Provided information>

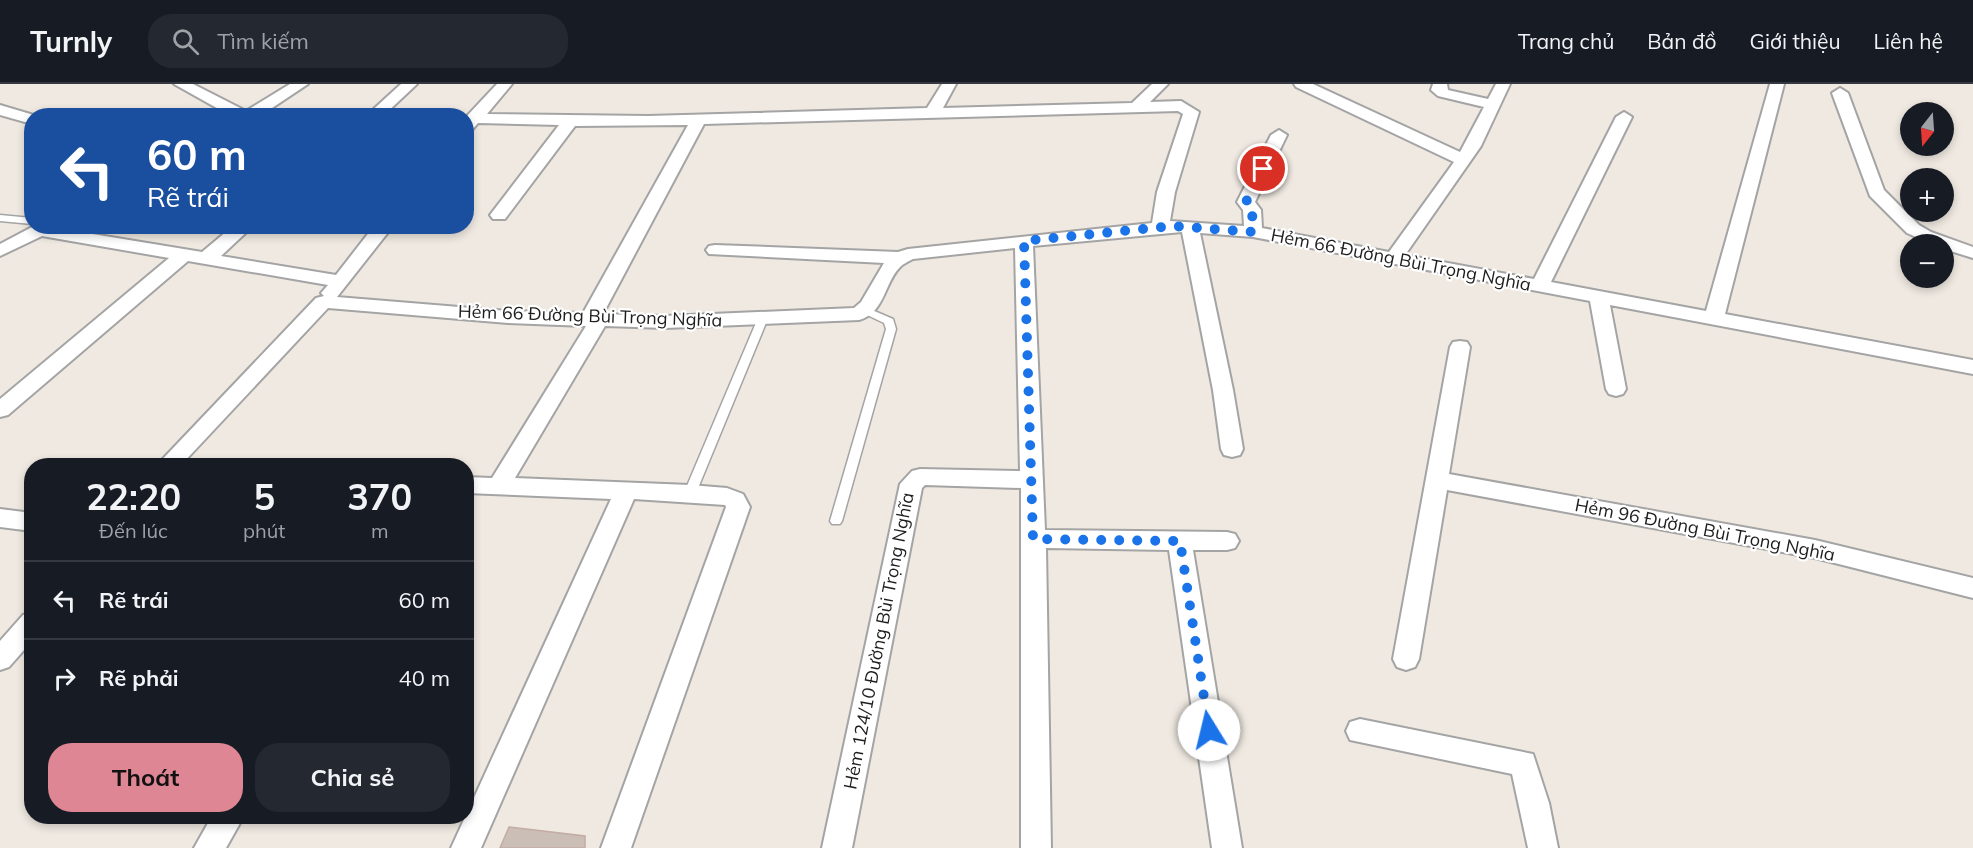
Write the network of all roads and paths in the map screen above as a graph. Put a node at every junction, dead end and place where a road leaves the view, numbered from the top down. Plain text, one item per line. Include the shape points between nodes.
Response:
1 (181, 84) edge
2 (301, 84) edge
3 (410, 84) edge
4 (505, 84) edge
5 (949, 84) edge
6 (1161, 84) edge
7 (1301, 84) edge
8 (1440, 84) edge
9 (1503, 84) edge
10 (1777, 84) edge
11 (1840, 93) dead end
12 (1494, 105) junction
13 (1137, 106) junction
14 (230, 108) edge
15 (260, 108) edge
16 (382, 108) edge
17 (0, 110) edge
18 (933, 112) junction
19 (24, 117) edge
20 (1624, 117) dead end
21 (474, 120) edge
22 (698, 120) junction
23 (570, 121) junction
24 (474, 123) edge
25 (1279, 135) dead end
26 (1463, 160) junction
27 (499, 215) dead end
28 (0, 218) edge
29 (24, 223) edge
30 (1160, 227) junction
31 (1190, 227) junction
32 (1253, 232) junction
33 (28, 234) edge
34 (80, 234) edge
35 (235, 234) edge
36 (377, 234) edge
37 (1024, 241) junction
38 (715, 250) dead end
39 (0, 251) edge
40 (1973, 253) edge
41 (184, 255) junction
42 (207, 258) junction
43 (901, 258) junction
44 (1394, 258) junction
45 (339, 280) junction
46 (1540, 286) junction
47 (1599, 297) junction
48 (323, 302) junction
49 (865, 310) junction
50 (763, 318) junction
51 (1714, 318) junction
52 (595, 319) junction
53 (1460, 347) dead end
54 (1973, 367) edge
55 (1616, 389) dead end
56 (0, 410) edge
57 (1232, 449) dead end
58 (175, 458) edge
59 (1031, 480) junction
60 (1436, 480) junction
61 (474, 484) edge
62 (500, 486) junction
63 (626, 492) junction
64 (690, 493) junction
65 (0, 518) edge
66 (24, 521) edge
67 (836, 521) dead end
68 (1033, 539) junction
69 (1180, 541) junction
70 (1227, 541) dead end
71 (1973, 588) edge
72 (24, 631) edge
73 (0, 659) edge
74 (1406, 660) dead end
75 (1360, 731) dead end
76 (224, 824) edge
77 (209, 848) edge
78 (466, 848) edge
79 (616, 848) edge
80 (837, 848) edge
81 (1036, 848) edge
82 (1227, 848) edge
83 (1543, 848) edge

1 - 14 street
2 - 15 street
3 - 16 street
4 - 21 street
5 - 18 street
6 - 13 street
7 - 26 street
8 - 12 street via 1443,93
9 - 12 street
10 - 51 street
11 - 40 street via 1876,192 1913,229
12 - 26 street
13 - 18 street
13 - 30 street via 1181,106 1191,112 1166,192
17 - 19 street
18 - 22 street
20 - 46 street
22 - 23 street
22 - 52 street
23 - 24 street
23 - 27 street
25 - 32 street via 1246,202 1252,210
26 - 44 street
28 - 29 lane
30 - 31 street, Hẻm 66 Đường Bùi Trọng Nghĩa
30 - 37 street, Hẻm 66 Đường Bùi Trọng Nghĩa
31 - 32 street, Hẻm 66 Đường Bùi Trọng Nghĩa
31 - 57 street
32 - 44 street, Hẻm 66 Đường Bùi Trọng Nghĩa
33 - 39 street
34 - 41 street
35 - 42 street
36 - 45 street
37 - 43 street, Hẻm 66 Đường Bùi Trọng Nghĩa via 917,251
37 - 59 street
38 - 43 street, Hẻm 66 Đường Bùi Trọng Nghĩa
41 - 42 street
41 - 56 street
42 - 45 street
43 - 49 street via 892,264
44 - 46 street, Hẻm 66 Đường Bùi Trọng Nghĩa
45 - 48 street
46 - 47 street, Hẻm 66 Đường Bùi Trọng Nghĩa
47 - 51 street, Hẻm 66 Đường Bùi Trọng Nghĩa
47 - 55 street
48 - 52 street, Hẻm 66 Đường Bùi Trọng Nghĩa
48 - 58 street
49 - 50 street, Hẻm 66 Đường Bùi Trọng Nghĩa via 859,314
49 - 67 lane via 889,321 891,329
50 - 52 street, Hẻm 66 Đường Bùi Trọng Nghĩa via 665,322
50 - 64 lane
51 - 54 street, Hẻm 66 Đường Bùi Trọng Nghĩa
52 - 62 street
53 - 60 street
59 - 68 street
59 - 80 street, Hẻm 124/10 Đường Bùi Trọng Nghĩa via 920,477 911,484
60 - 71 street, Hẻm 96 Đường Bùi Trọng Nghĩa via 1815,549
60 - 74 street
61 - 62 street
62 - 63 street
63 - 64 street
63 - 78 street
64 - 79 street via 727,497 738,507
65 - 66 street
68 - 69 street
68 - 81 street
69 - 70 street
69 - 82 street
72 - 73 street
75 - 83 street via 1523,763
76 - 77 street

---

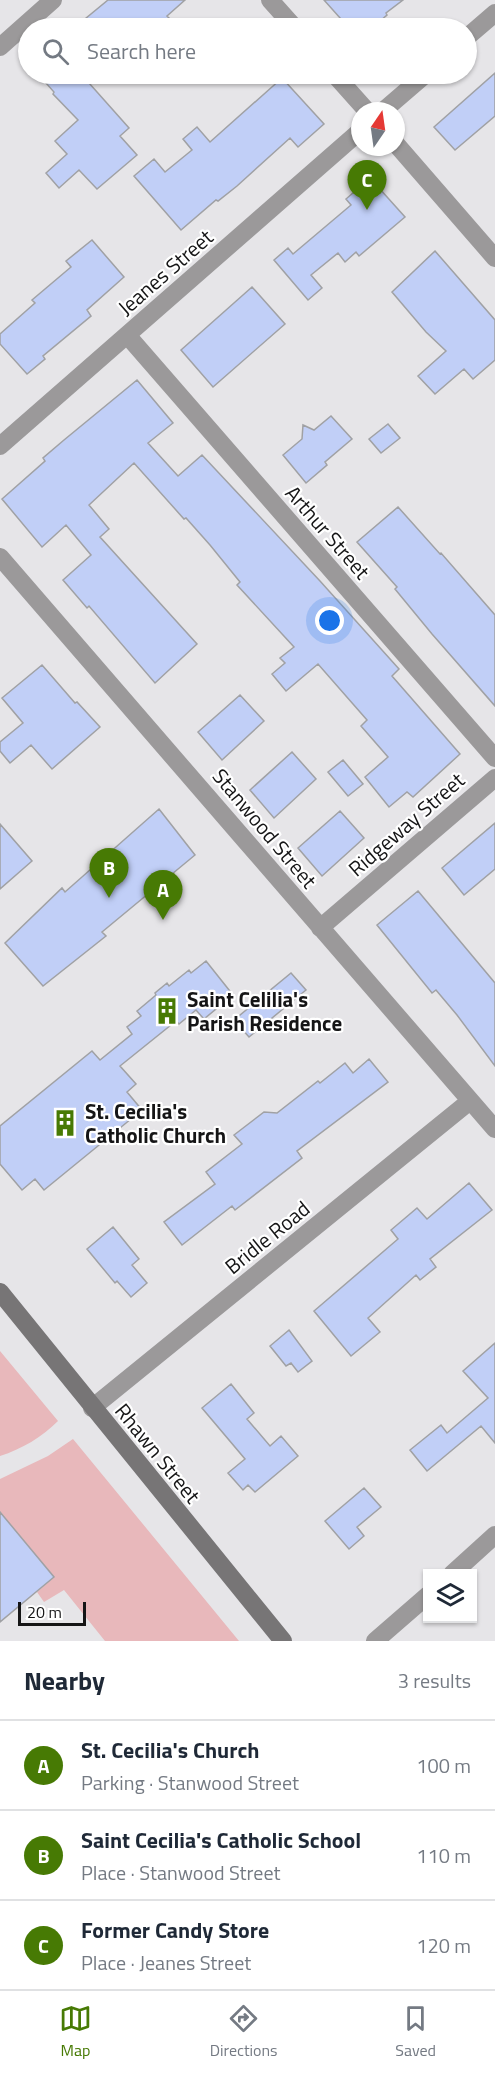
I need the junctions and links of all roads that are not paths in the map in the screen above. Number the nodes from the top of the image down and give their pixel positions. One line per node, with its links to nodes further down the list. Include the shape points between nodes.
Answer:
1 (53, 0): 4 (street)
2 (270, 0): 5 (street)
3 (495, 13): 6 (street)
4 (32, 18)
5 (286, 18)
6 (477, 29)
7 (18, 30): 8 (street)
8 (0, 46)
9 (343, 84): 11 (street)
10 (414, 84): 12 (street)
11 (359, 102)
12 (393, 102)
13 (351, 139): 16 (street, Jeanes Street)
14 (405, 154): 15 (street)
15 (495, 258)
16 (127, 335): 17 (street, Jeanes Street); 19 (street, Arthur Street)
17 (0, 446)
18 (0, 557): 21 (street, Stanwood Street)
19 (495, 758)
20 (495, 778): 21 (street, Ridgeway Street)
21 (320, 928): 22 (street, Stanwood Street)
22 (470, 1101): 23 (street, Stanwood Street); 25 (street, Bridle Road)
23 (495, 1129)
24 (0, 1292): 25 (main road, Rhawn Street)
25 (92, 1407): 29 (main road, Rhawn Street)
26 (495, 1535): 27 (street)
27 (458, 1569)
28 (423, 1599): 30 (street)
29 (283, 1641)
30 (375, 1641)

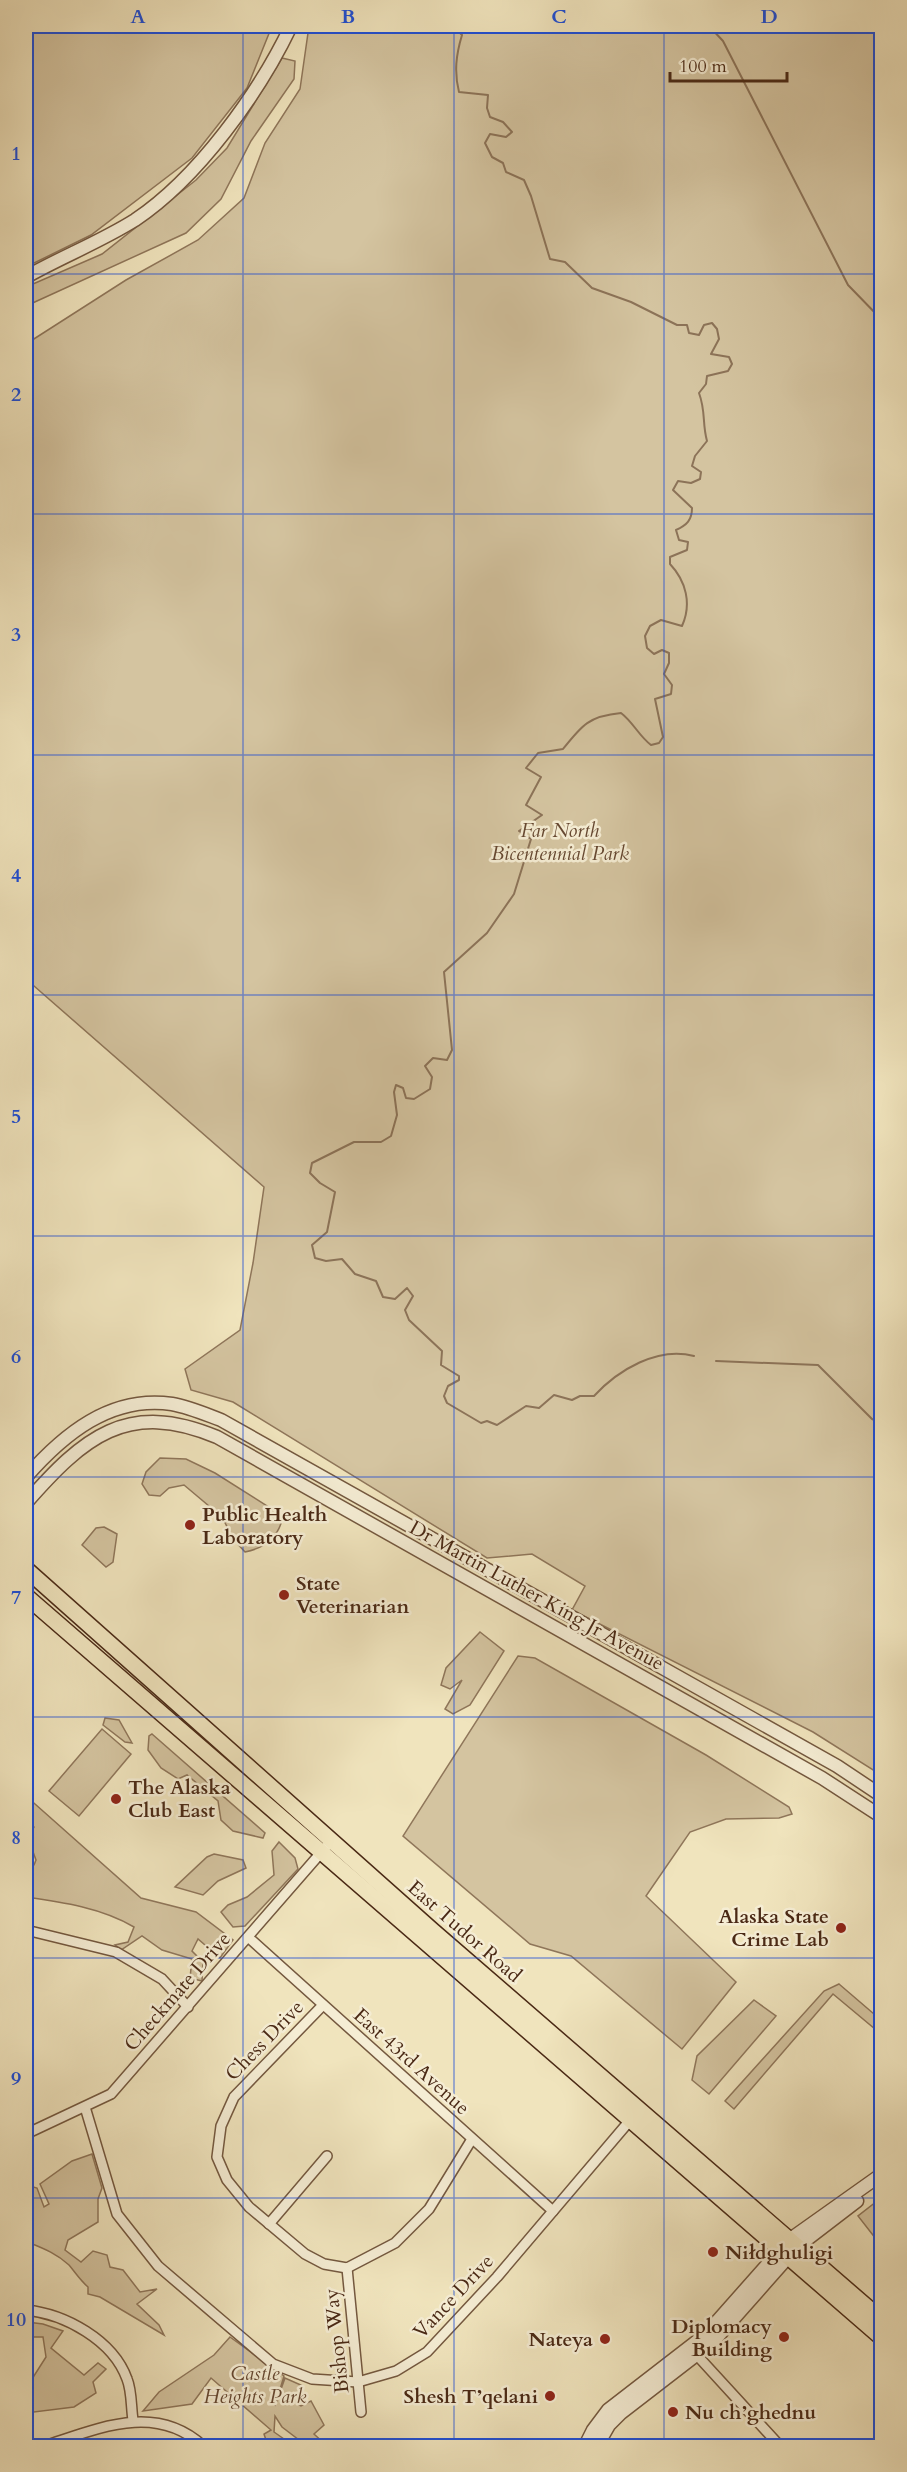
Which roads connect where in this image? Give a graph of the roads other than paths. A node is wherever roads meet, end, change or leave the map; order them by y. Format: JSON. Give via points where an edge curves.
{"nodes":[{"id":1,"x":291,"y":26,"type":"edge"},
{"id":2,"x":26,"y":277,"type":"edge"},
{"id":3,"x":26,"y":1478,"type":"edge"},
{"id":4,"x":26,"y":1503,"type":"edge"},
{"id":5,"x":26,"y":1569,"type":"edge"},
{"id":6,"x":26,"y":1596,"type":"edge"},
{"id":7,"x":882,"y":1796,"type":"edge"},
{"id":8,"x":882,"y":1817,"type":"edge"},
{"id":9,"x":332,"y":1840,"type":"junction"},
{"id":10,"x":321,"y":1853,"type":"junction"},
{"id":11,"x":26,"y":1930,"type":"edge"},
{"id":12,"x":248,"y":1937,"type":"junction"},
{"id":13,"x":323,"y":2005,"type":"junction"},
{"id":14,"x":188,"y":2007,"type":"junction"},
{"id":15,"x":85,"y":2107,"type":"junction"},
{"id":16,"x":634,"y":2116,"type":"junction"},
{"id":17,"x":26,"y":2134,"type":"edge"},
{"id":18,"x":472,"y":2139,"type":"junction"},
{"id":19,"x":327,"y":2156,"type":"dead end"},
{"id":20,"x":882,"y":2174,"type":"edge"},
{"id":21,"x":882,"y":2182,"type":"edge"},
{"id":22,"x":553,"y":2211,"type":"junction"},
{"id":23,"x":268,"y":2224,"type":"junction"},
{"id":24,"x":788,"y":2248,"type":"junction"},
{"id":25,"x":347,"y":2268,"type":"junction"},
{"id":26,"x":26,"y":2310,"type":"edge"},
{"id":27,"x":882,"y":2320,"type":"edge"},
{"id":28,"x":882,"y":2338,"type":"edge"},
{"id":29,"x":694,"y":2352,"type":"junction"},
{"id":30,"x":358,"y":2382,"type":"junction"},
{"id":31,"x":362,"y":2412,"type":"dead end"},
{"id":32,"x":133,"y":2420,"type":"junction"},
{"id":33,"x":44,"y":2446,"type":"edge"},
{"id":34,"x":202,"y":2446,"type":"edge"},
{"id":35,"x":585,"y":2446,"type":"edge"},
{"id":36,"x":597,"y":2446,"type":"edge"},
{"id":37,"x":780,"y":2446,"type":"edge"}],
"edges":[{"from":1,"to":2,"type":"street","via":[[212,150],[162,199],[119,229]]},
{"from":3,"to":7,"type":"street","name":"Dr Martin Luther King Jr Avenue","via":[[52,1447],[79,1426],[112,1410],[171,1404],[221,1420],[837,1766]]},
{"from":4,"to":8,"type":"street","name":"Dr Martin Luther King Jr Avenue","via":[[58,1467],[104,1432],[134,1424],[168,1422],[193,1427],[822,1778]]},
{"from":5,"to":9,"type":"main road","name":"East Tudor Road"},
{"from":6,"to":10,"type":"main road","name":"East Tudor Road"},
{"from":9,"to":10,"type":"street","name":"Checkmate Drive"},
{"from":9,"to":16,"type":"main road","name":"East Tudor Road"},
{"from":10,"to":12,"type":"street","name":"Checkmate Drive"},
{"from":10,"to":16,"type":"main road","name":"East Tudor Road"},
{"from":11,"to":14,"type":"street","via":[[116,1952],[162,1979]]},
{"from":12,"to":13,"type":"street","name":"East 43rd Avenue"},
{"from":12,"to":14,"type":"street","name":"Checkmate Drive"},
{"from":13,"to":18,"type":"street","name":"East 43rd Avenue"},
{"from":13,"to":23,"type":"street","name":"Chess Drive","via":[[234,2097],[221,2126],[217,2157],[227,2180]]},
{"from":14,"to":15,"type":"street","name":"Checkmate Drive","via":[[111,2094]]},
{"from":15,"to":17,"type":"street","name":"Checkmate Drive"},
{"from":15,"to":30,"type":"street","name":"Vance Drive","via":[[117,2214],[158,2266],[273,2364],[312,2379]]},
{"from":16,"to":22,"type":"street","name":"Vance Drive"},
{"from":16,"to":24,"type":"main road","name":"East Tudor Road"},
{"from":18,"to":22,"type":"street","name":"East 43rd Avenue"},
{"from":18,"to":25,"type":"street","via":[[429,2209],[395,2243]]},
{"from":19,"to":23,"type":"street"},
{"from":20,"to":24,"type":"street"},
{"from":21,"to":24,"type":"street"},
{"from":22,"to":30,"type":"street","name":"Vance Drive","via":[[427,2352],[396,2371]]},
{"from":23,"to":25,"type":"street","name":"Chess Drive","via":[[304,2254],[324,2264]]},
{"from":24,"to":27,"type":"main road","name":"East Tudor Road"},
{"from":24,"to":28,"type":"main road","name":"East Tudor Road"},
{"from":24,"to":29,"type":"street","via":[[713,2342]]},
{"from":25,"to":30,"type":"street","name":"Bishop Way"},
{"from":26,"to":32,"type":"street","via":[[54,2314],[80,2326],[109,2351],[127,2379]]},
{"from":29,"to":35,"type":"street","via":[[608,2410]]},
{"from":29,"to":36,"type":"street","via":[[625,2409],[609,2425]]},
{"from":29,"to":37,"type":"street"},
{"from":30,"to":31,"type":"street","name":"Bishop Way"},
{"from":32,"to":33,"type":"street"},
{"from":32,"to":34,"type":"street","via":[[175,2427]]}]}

Work instructions> Show every line of the entries above where the word "between" occurs.

Solved problem>
Write the network of all roads and paths in the map screen above as a graph. Put a node at every junction, dead end and place where a road leaves the view, numbered from the top down. Plain text, one item per line. Include the shape points between nodes.
I need the junctions and links of all roads that are not paths in the map in the screen above. Number the nodes from the top of the image down and give their pixel positions. One line per node, with its links to nodes further down the list. Include the shape points between nodes.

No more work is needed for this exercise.